◆ **WHAT THE EXERCISE ASKS**: Write out all the entries word for word, but skip any images.

══════════

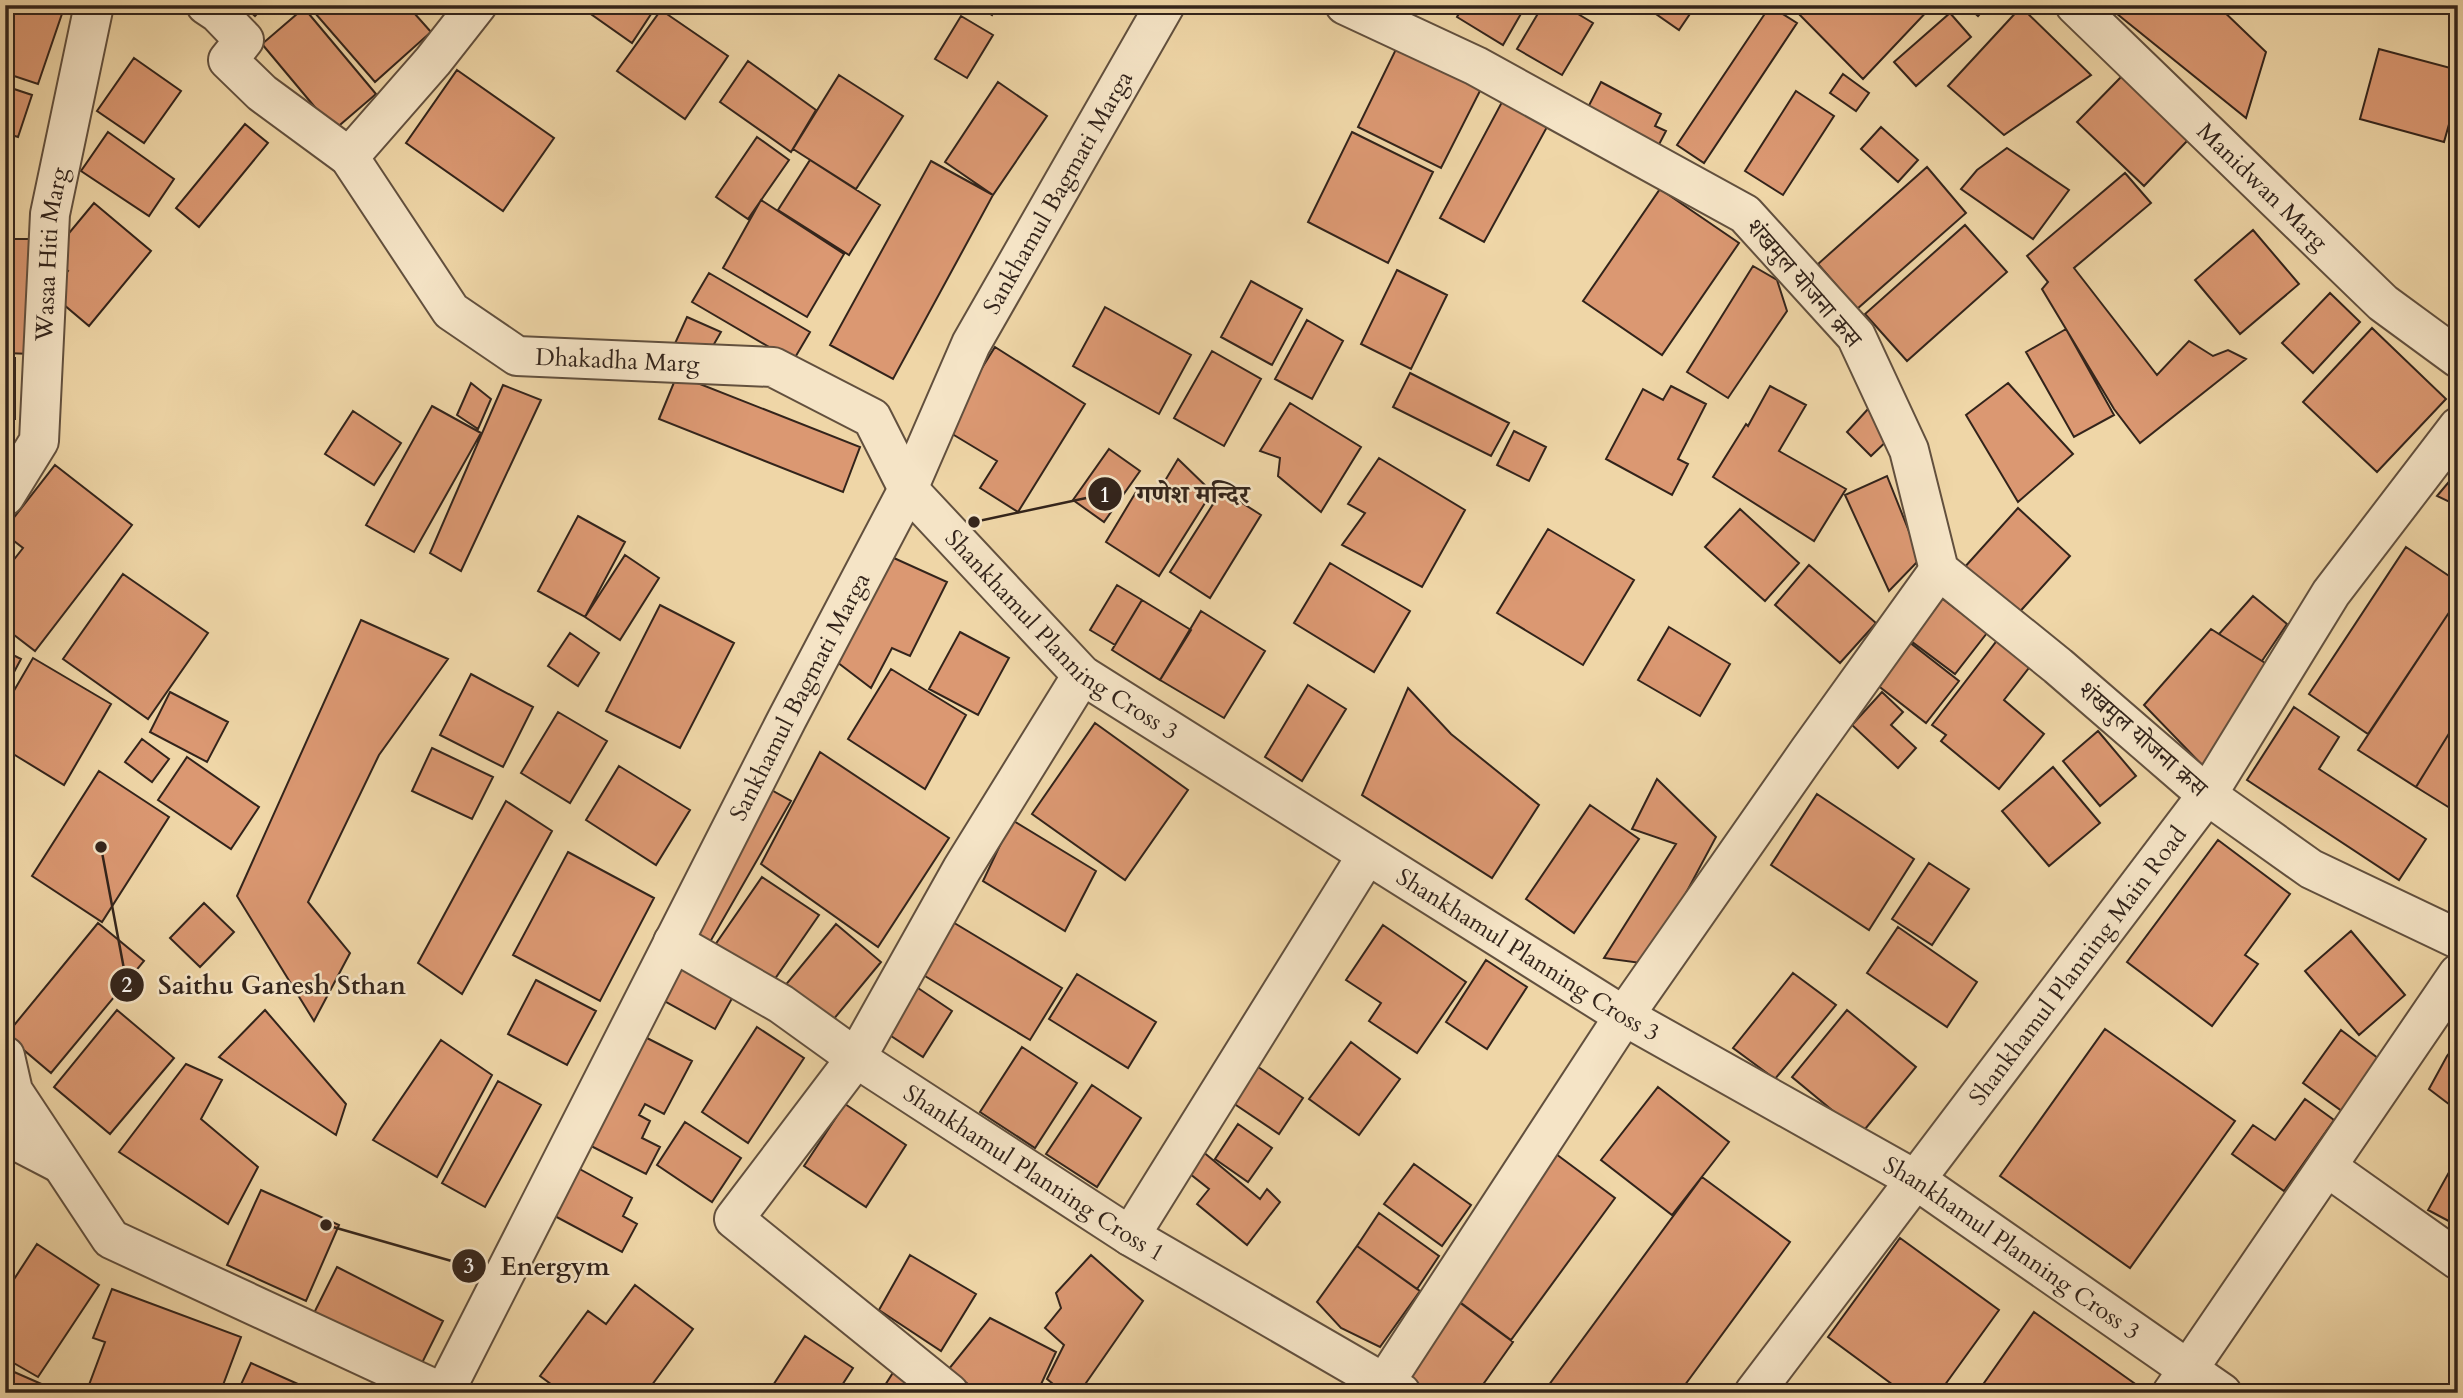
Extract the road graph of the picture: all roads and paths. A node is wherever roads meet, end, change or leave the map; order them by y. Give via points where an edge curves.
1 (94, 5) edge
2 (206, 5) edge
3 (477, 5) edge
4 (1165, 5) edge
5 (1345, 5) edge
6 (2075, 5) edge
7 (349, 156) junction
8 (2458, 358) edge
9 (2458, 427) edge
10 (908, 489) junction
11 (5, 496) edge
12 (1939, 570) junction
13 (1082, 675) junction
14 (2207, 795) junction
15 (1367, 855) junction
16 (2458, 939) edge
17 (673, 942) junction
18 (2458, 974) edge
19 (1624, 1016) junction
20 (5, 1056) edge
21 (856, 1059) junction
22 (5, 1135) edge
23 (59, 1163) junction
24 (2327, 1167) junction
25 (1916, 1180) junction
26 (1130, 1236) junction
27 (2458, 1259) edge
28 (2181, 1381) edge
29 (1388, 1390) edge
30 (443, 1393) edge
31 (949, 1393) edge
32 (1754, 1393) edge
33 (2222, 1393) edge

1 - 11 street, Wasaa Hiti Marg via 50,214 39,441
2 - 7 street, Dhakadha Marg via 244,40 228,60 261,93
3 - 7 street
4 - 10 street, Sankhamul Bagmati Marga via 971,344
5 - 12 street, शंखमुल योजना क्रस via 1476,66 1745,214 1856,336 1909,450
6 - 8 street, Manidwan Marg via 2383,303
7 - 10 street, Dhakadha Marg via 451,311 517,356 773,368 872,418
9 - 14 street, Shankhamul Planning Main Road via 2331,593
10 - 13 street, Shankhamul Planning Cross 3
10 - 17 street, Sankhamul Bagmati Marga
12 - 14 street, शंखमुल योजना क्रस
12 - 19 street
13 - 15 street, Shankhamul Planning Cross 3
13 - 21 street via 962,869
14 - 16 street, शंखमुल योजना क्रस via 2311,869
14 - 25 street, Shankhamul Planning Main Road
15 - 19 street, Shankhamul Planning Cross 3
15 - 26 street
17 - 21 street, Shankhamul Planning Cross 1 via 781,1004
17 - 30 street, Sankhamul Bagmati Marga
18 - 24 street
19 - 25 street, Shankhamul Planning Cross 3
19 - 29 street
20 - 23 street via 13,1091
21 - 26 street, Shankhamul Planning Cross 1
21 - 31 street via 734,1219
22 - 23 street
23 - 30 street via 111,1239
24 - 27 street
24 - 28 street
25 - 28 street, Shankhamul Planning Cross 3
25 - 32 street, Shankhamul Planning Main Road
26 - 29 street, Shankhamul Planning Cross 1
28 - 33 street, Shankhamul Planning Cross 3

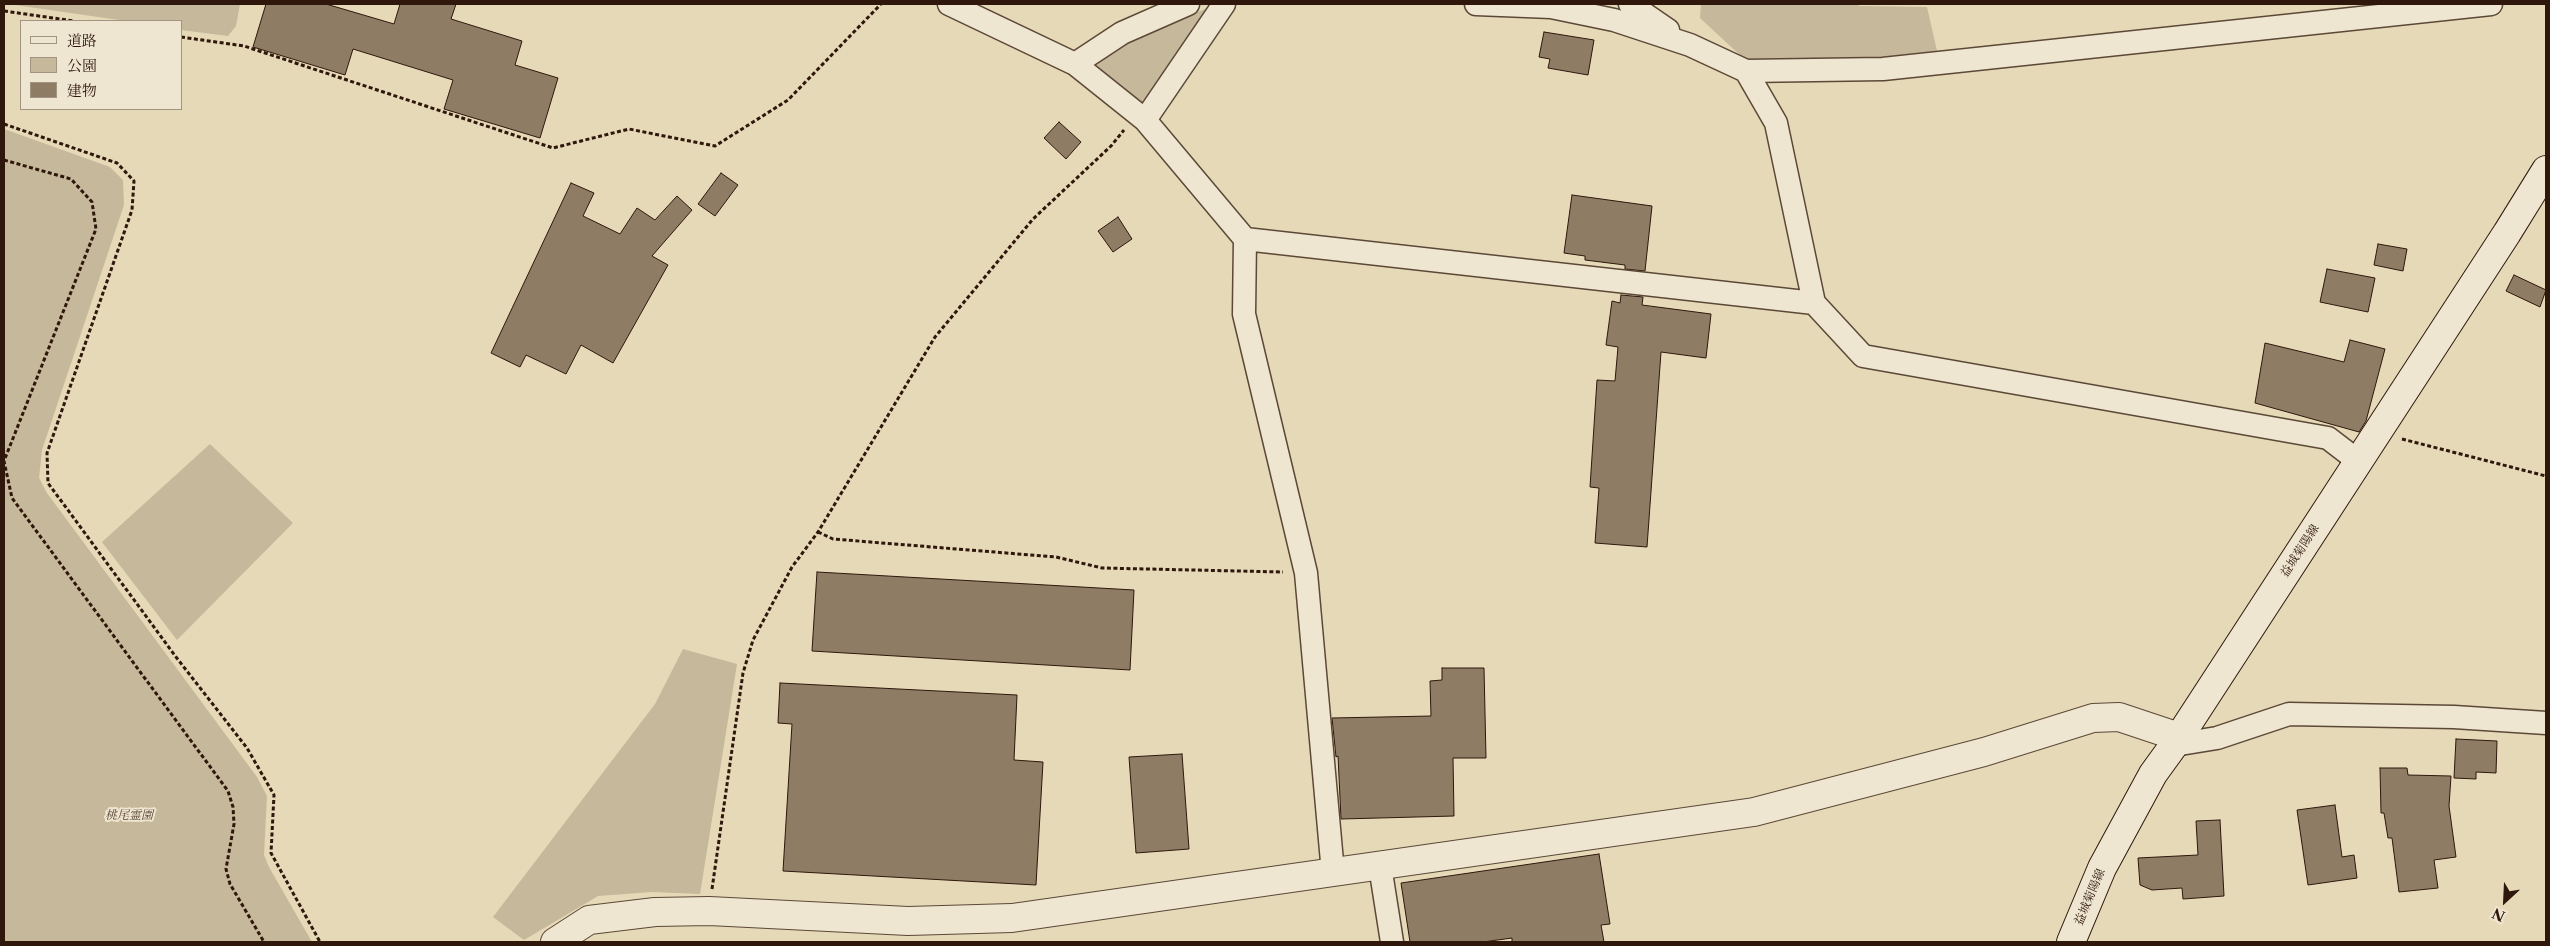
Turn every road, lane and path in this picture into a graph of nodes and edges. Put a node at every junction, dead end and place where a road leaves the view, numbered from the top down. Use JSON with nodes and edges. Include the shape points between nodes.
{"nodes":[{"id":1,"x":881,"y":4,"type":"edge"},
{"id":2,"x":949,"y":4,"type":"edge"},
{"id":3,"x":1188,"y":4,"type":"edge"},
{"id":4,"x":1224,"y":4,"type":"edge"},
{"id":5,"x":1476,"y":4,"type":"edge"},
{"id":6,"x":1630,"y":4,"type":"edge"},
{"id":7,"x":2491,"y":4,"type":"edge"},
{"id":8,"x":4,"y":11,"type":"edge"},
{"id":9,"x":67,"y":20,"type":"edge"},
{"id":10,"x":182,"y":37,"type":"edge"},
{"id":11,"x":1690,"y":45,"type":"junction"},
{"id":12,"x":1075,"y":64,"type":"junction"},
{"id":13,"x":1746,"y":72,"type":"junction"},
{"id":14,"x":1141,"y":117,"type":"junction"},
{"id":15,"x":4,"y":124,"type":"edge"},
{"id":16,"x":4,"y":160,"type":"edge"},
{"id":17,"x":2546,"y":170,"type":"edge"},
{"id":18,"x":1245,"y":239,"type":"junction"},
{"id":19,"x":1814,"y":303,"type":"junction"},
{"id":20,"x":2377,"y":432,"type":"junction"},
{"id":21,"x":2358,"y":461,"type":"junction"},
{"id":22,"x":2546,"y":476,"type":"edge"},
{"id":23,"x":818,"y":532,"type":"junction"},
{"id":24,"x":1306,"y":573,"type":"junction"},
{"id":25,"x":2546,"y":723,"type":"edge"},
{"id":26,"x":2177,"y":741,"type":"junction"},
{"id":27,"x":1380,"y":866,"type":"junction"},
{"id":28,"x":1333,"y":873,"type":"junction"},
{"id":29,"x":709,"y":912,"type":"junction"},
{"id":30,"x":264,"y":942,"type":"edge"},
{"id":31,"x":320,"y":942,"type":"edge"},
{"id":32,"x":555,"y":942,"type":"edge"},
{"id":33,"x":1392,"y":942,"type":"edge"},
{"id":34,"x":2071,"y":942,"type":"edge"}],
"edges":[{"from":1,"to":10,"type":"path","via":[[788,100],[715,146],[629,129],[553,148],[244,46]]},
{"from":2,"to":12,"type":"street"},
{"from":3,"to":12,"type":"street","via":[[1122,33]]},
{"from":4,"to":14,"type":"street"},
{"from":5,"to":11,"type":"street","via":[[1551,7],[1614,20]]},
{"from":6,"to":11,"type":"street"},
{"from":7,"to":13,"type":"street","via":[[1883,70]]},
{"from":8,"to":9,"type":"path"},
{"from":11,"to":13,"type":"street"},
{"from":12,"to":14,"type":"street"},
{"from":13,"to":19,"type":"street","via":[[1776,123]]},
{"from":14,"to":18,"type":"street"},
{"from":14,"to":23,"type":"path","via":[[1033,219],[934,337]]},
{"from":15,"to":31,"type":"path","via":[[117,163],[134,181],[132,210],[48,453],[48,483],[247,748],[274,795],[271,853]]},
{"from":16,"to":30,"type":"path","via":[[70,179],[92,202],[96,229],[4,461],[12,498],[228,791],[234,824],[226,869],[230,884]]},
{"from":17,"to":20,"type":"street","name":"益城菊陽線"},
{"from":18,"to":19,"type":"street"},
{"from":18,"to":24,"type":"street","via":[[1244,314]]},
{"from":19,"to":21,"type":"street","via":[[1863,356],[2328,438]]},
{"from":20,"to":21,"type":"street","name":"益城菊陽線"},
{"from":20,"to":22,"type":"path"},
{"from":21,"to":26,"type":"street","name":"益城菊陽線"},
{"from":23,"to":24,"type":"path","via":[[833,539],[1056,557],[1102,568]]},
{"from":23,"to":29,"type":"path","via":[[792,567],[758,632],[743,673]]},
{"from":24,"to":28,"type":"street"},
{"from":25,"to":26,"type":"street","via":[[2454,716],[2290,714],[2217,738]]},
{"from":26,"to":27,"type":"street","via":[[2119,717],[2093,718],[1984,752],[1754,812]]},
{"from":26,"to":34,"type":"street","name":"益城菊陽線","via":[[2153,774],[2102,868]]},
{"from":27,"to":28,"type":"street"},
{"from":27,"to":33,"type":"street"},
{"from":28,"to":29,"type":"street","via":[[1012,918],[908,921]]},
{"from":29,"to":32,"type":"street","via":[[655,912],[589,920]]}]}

══════════

◆ **SOLVED EXERCISE**:
Extract the road graph of the picture: all roads and paths. A node is wherever roads meet, end, change or leave the map; order them by y. Give via points where an edge curves.
1 (94, 5) edge
2 (206, 5) edge
3 (477, 5) edge
4 (1165, 5) edge
5 (1345, 5) edge
6 (2075, 5) edge
7 (349, 156) junction
8 (2458, 358) edge
9 (2458, 427) edge
10 (908, 489) junction
11 (5, 496) edge
12 (1939, 570) junction
13 (1082, 675) junction
14 (2207, 795) junction
15 (1367, 855) junction
16 (2458, 939) edge
17 (673, 942) junction
18 (2458, 974) edge
19 (1624, 1016) junction
20 (5, 1056) edge
21 (856, 1059) junction
22 (5, 1135) edge
23 (59, 1163) junction
24 (2327, 1167) junction
25 (1916, 1180) junction
26 (1130, 1236) junction
27 (2458, 1259) edge
28 (2181, 1381) edge
29 (1388, 1390) edge
30 (443, 1393) edge
31 (949, 1393) edge
32 (1754, 1393) edge
33 (2222, 1393) edge

1 - 11 street, Wasaa Hiti Marg via 50,214 39,441
2 - 7 street, Dhakadha Marg via 244,40 228,60 261,93
3 - 7 street
4 - 10 street, Sankhamul Bagmati Marga via 971,344
5 - 12 street, शंखमुल योजना क्रस via 1476,66 1745,214 1856,336 1909,450
6 - 8 street, Manidwan Marg via 2383,303
7 - 10 street, Dhakadha Marg via 451,311 517,356 773,368 872,418
9 - 14 street, Shankhamul Planning Main Road via 2331,593
10 - 13 street, Shankhamul Planning Cross 3
10 - 17 street, Sankhamul Bagmati Marga
12 - 14 street, शंखमुल योजना क्रस
12 - 19 street
13 - 15 street, Shankhamul Planning Cross 3
13 - 21 street via 962,869
14 - 16 street, शंखमुल योजना क्रस via 2311,869
14 - 25 street, Shankhamul Planning Main Road
15 - 19 street, Shankhamul Planning Cross 3
15 - 26 street
17 - 21 street, Shankhamul Planning Cross 1 via 781,1004
17 - 30 street, Sankhamul Bagmati Marga
18 - 24 street
19 - 25 street, Shankhamul Planning Cross 3
19 - 29 street
20 - 23 street via 13,1091
21 - 26 street, Shankhamul Planning Cross 1
21 - 31 street via 734,1219
22 - 23 street
23 - 30 street via 111,1239
24 - 27 street
24 - 28 street
25 - 28 street, Shankhamul Planning Cross 3
25 - 32 street, Shankhamul Planning Main Road
26 - 29 street, Shankhamul Planning Cross 1
28 - 33 street, Shankhamul Planning Cross 3

Turn every road, lane and path in this picture into a graph of nodes and edges. Put a node at every junction, dead end and place where a road leaves the view, numbered from the top down. Use JSON with nodes and edges. Include the shape points between nodes.
{"nodes":[{"id":1,"x":881,"y":4,"type":"edge"},
{"id":2,"x":949,"y":4,"type":"edge"},
{"id":3,"x":1188,"y":4,"type":"edge"},
{"id":4,"x":1224,"y":4,"type":"edge"},
{"id":5,"x":1476,"y":4,"type":"edge"},
{"id":6,"x":1630,"y":4,"type":"edge"},
{"id":7,"x":2491,"y":4,"type":"edge"},
{"id":8,"x":4,"y":11,"type":"edge"},
{"id":9,"x":67,"y":20,"type":"edge"},
{"id":10,"x":182,"y":37,"type":"edge"},
{"id":11,"x":1690,"y":45,"type":"junction"},
{"id":12,"x":1075,"y":64,"type":"junction"},
{"id":13,"x":1746,"y":72,"type":"junction"},
{"id":14,"x":1141,"y":117,"type":"junction"},
{"id":15,"x":4,"y":124,"type":"edge"},
{"id":16,"x":4,"y":160,"type":"edge"},
{"id":17,"x":2546,"y":170,"type":"edge"},
{"id":18,"x":1245,"y":239,"type":"junction"},
{"id":19,"x":1814,"y":303,"type":"junction"},
{"id":20,"x":2377,"y":432,"type":"junction"},
{"id":21,"x":2358,"y":461,"type":"junction"},
{"id":22,"x":2546,"y":476,"type":"edge"},
{"id":23,"x":818,"y":532,"type":"junction"},
{"id":24,"x":1306,"y":573,"type":"junction"},
{"id":25,"x":2546,"y":723,"type":"edge"},
{"id":26,"x":2177,"y":741,"type":"junction"},
{"id":27,"x":1380,"y":866,"type":"junction"},
{"id":28,"x":1333,"y":873,"type":"junction"},
{"id":29,"x":709,"y":912,"type":"junction"},
{"id":30,"x":264,"y":942,"type":"edge"},
{"id":31,"x":320,"y":942,"type":"edge"},
{"id":32,"x":555,"y":942,"type":"edge"},
{"id":33,"x":1392,"y":942,"type":"edge"},
{"id":34,"x":2071,"y":942,"type":"edge"}],
"edges":[{"from":1,"to":10,"type":"path","via":[[788,100],[715,146],[629,129],[553,148],[244,46]]},
{"from":2,"to":12,"type":"street"},
{"from":3,"to":12,"type":"street","via":[[1122,33]]},
{"from":4,"to":14,"type":"street"},
{"from":5,"to":11,"type":"street","via":[[1551,7],[1614,20]]},
{"from":6,"to":11,"type":"street"},
{"from":7,"to":13,"type":"street","via":[[1883,70]]},
{"from":8,"to":9,"type":"path"},
{"from":11,"to":13,"type":"street"},
{"from":12,"to":14,"type":"street"},
{"from":13,"to":19,"type":"street","via":[[1776,123]]},
{"from":14,"to":18,"type":"street"},
{"from":14,"to":23,"type":"path","via":[[1033,219],[934,337]]},
{"from":15,"to":31,"type":"path","via":[[117,163],[134,181],[132,210],[48,453],[48,483],[247,748],[274,795],[271,853]]},
{"from":16,"to":30,"type":"path","via":[[70,179],[92,202],[96,229],[4,461],[12,498],[228,791],[234,824],[226,869],[230,884]]},
{"from":17,"to":20,"type":"street","name":"益城菊陽線"},
{"from":18,"to":19,"type":"street"},
{"from":18,"to":24,"type":"street","via":[[1244,314]]},
{"from":19,"to":21,"type":"street","via":[[1863,356],[2328,438]]},
{"from":20,"to":21,"type":"street","name":"益城菊陽線"},
{"from":20,"to":22,"type":"path"},
{"from":21,"to":26,"type":"street","name":"益城菊陽線"},
{"from":23,"to":24,"type":"path","via":[[833,539],[1056,557],[1102,568]]},
{"from":23,"to":29,"type":"path","via":[[792,567],[758,632],[743,673]]},
{"from":24,"to":28,"type":"street"},
{"from":25,"to":26,"type":"street","via":[[2454,716],[2290,714],[2217,738]]},
{"from":26,"to":27,"type":"street","via":[[2119,717],[2093,718],[1984,752],[1754,812]]},
{"from":26,"to":34,"type":"street","name":"益城菊陽線","via":[[2153,774],[2102,868]]},
{"from":27,"to":28,"type":"street"},
{"from":27,"to":33,"type":"street"},
{"from":28,"to":29,"type":"street","via":[[1012,918],[908,921]]},
{"from":29,"to":32,"type":"street","via":[[655,912],[589,920]]}]}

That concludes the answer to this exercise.